-- Dataset extract follows --

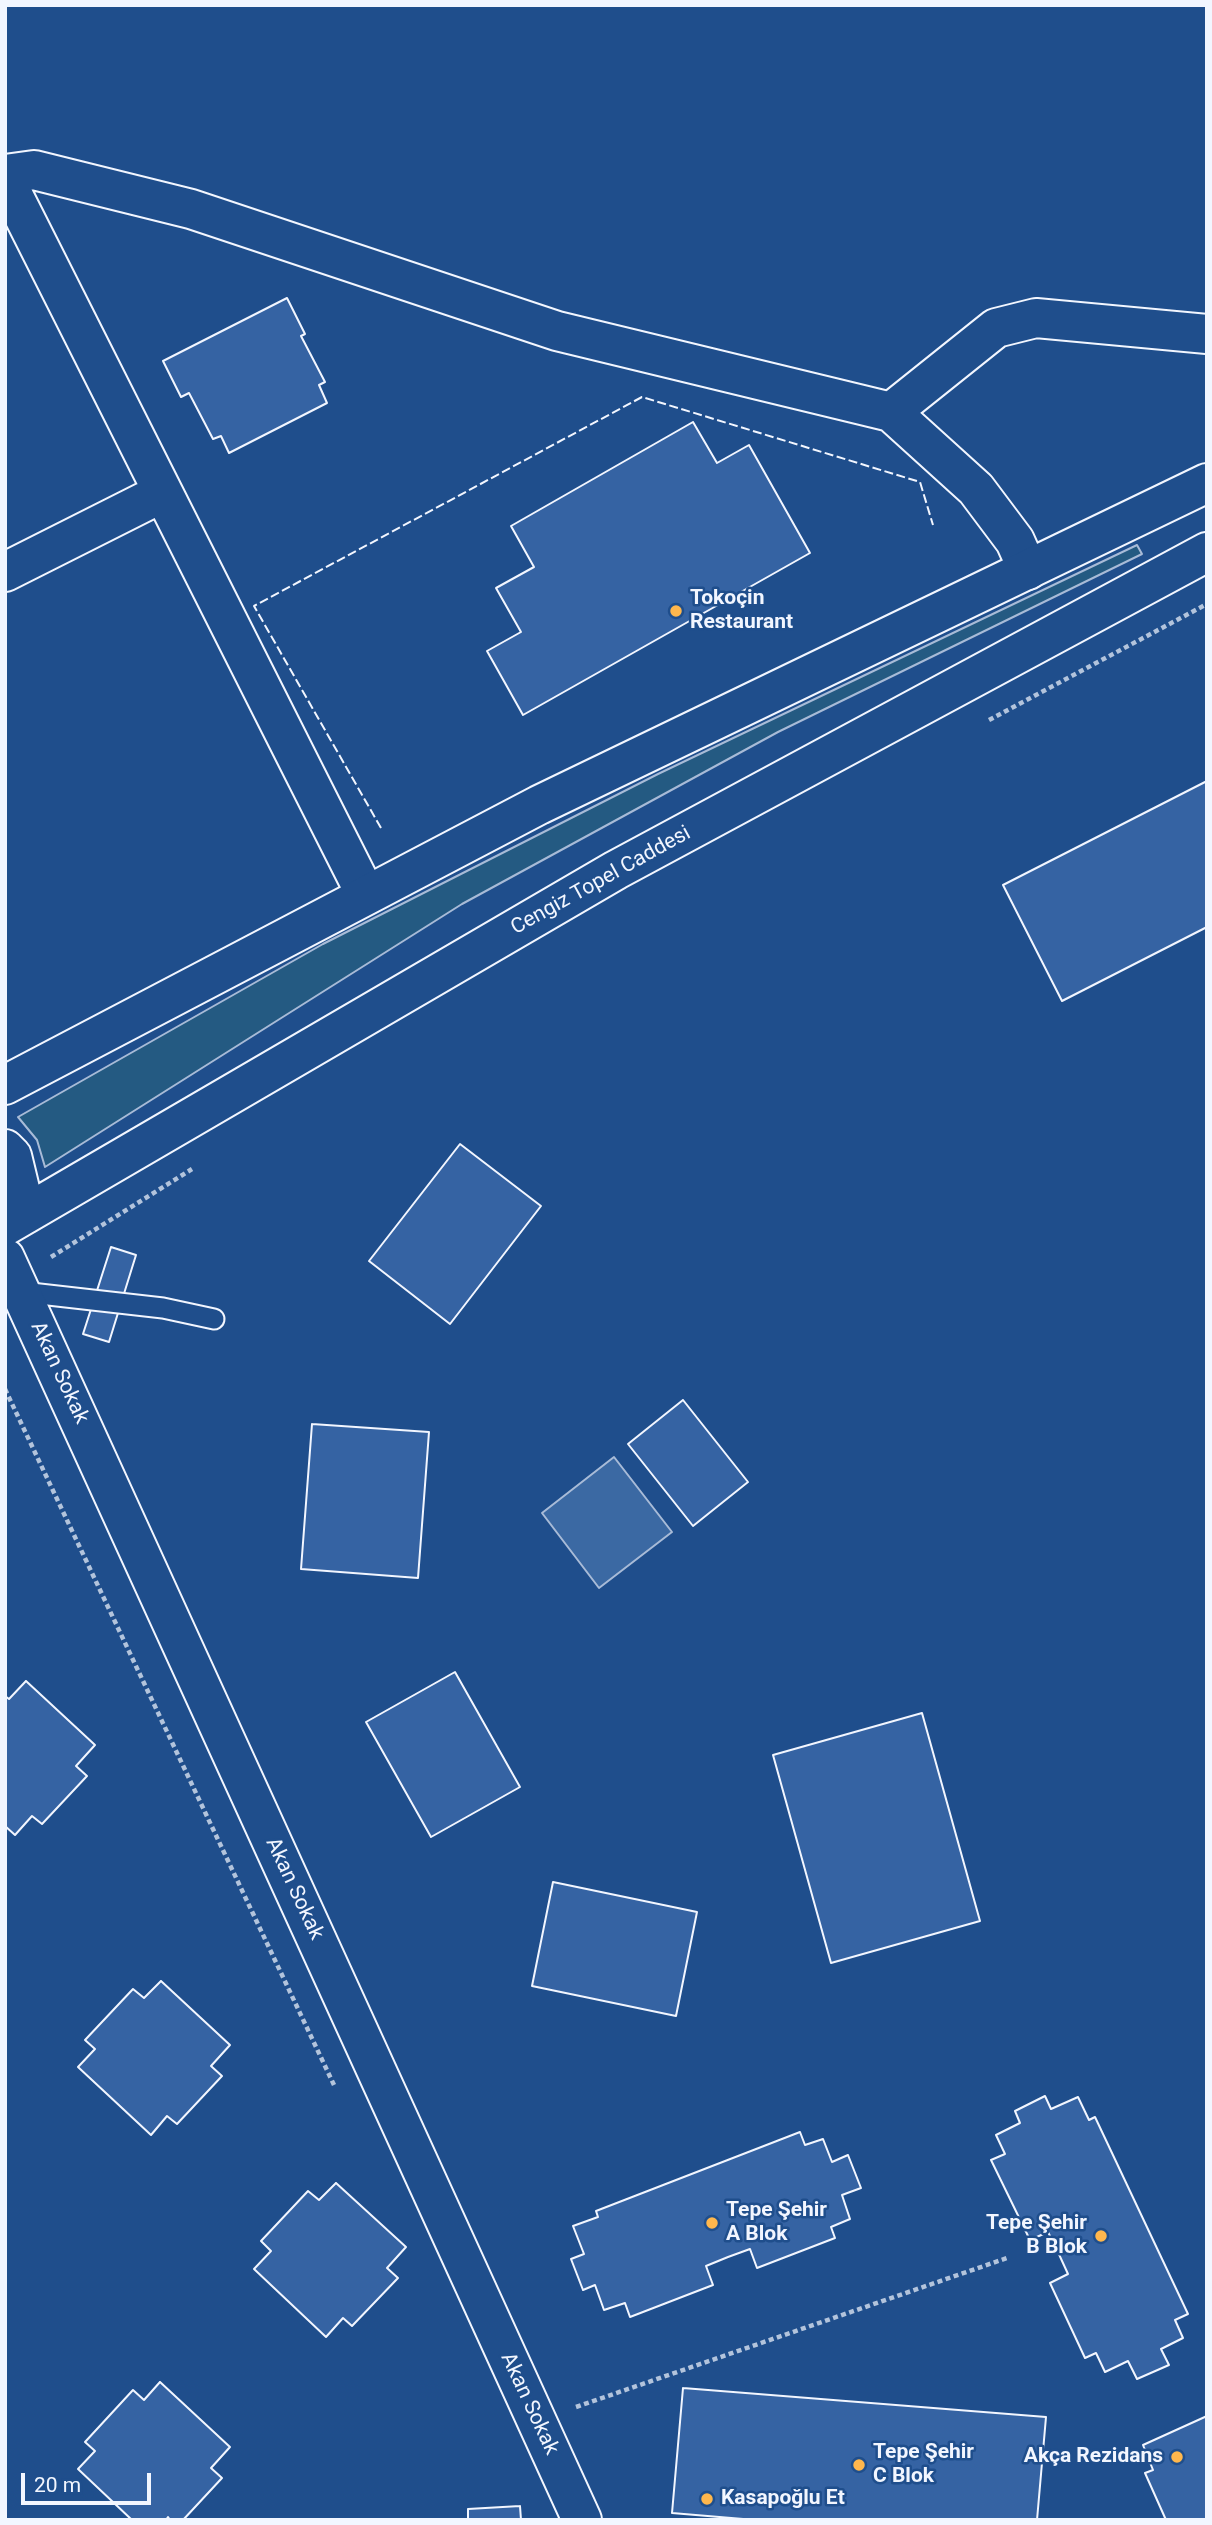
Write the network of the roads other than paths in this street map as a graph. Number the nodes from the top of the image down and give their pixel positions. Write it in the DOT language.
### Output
graph roads {
  1 [pos="5,174"];
  2 [pos="5,179"];
  3 [pos="1207,334"];
  4 [pos="891,412"];
  5 [pos="1207,483"];
  6 [pos="162,493"];
  7 [pos="1207,552"];
  8 [pos="1028,570"];
  9 [pos="5,572"];
  10 [pos="366,895"];
  11 [pos="5,1085"];
  12 [pos="5,1149"];
  13 [pos="16,1220"];
  14 [pos="14,1276"];
  15 [pos="214,1319"];
  16 [pos="582,2520"];
  1 -- 4 [label="street"];
  2 -- 6 [label="street"];
  3 -- 4 [label="street"];
  4 -- 8 [label="street"];
  5 -- 8 [label="street"];
  6 -- 9 [label="street"];
  6 -- 10 [label="street"];
  7 -- 13 [label="street, Cengiz Topel Caddesi"];
  8 -- 10 [label="street"];
  10 -- 11 [label="street"];
  12 -- 13 [label="street"];
  14 -- 15 [label="lane"];
  14 -- 16 [label="street, Akan Sokak"];
}
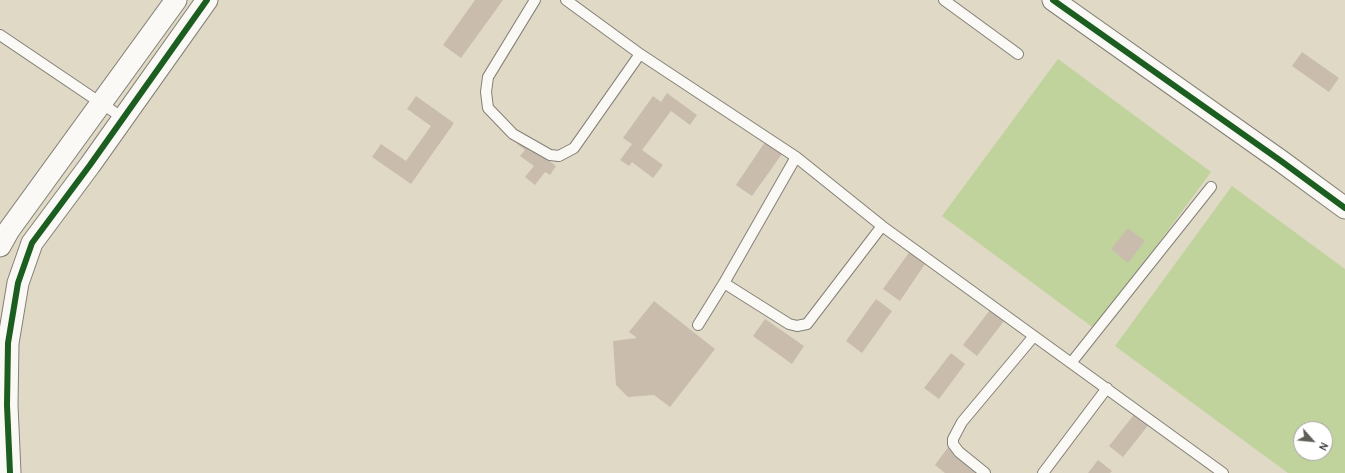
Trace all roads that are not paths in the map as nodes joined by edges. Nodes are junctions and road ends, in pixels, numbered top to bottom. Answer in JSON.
{"nodes":[{"id":1,"x":176,"y":0,"type":"edge"},
{"id":2,"x":207,"y":0,"type":"edge"},
{"id":3,"x":535,"y":0,"type":"edge"},
{"id":4,"x":566,"y":0,"type":"edge"},
{"id":5,"x":944,"y":0,"type":"edge"},
{"id":6,"x":1052,"y":0,"type":"edge"},
{"id":7,"x":0,"y":35,"type":"edge"},
{"id":8,"x":640,"y":54,"type":"junction"},
{"id":9,"x":1018,"y":54,"type":"dead end"},
{"id":10,"x":102,"y":103,"type":"junction"},
{"id":11,"x":123,"y":118,"type":"junction"},
{"id":12,"x":796,"y":157,"type":"junction"},
{"id":13,"x":1211,"y":187,"type":"dead end"},
{"id":14,"x":1345,"y":208,"type":"edge"},
{"id":15,"x":882,"y":226,"type":"junction"},
{"id":16,"x":0,"y":246,"type":"edge"},
{"id":17,"x":724,"y":282,"type":"junction"},
{"id":18,"x":698,"y":325,"type":"dead end"},
{"id":19,"x":1034,"y":336,"type":"junction"},
{"id":20,"x":1071,"y":363,"type":"junction"},
{"id":21,"x":1107,"y":388,"type":"junction"},
{"id":22,"x":10,"y":473,"type":"edge"},
{"id":23,"x":985,"y":473,"type":"edge"},
{"id":24,"x":1043,"y":473,"type":"edge"},
{"id":25,"x":1223,"y":473,"type":"edge"}],
"edges":[{"from":1,"to":10,"type":"street"},
{"from":2,"to":11,"type":"street"},
{"from":3,"to":8,"type":"lane"},
{"from":4,"to":8,"type":"lane"},
{"from":5,"to":9,"type":"lane"},
{"from":6,"to":14,"type":"street"},
{"from":7,"to":10,"type":"lane"},
{"from":8,"to":12,"type":"lane"},
{"from":10,"to":11,"type":"lane"},
{"from":10,"to":16,"type":"street"},
{"from":11,"to":22,"type":"street"},
{"from":12,"to":15,"type":"lane"},
{"from":12,"to":17,"type":"lane"},
{"from":13,"to":20,"type":"lane"},
{"from":15,"to":17,"type":"lane"},
{"from":15,"to":19,"type":"lane"},
{"from":17,"to":18,"type":"lane"},
{"from":19,"to":20,"type":"lane"},
{"from":19,"to":23,"type":"lane"},
{"from":20,"to":21,"type":"lane"},
{"from":21,"to":24,"type":"lane"},
{"from":21,"to":25,"type":"lane"}]}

-- Dataset extract concluded --

- _Task objective_
Without copying any images, transcribe the records exactly as they stand.

- _Completed exercise_
Write the network of the roads other than paths in this street map as a graph. Number the nodes from the top of the image down and give their pixel positions. Write it in the DOT language.
### Output
graph roads {
  1 [pos="5,174"];
  2 [pos="5,179"];
  3 [pos="1207,334"];
  4 [pos="891,412"];
  5 [pos="1207,483"];
  6 [pos="162,493"];
  7 [pos="1207,552"];
  8 [pos="1028,570"];
  9 [pos="5,572"];
  10 [pos="366,895"];
  11 [pos="5,1085"];
  12 [pos="5,1149"];
  13 [pos="16,1220"];
  14 [pos="14,1276"];
  15 [pos="214,1319"];
  16 [pos="582,2520"];
  1 -- 4 [label="street"];
  2 -- 6 [label="street"];
  3 -- 4 [label="street"];
  4 -- 8 [label="street"];
  5 -- 8 [label="street"];
  6 -- 9 [label="street"];
  6 -- 10 [label="street"];
  7 -- 13 [label="street, Cengiz Topel Caddesi"];
  8 -- 10 [label="street"];
  10 -- 11 [label="street"];
  12 -- 13 [label="street"];
  14 -- 15 [label="lane"];
  14 -- 16 [label="street, Akan Sokak"];
}
Trace all roads that are not paths in the map as nodes joined by edges. Nodes are junctions and road ends, in pixels, numbered top to bottom. Answer in JSON.
{"nodes":[{"id":1,"x":176,"y":0,"type":"edge"},
{"id":2,"x":207,"y":0,"type":"edge"},
{"id":3,"x":535,"y":0,"type":"edge"},
{"id":4,"x":566,"y":0,"type":"edge"},
{"id":5,"x":944,"y":0,"type":"edge"},
{"id":6,"x":1052,"y":0,"type":"edge"},
{"id":7,"x":0,"y":35,"type":"edge"},
{"id":8,"x":640,"y":54,"type":"junction"},
{"id":9,"x":1018,"y":54,"type":"dead end"},
{"id":10,"x":102,"y":103,"type":"junction"},
{"id":11,"x":123,"y":118,"type":"junction"},
{"id":12,"x":796,"y":157,"type":"junction"},
{"id":13,"x":1211,"y":187,"type":"dead end"},
{"id":14,"x":1345,"y":208,"type":"edge"},
{"id":15,"x":882,"y":226,"type":"junction"},
{"id":16,"x":0,"y":246,"type":"edge"},
{"id":17,"x":724,"y":282,"type":"junction"},
{"id":18,"x":698,"y":325,"type":"dead end"},
{"id":19,"x":1034,"y":336,"type":"junction"},
{"id":20,"x":1071,"y":363,"type":"junction"},
{"id":21,"x":1107,"y":388,"type":"junction"},
{"id":22,"x":10,"y":473,"type":"edge"},
{"id":23,"x":985,"y":473,"type":"edge"},
{"id":24,"x":1043,"y":473,"type":"edge"},
{"id":25,"x":1223,"y":473,"type":"edge"}],
"edges":[{"from":1,"to":10,"type":"street"},
{"from":2,"to":11,"type":"street"},
{"from":3,"to":8,"type":"lane"},
{"from":4,"to":8,"type":"lane"},
{"from":5,"to":9,"type":"lane"},
{"from":6,"to":14,"type":"street"},
{"from":7,"to":10,"type":"lane"},
{"from":8,"to":12,"type":"lane"},
{"from":10,"to":11,"type":"lane"},
{"from":10,"to":16,"type":"street"},
{"from":11,"to":22,"type":"street"},
{"from":12,"to":15,"type":"lane"},
{"from":12,"to":17,"type":"lane"},
{"from":13,"to":20,"type":"lane"},
{"from":15,"to":17,"type":"lane"},
{"from":15,"to":19,"type":"lane"},
{"from":17,"to":18,"type":"lane"},
{"from":19,"to":20,"type":"lane"},
{"from":19,"to":23,"type":"lane"},
{"from":20,"to":21,"type":"lane"},
{"from":21,"to":24,"type":"lane"},
{"from":21,"to":25,"type":"lane"}]}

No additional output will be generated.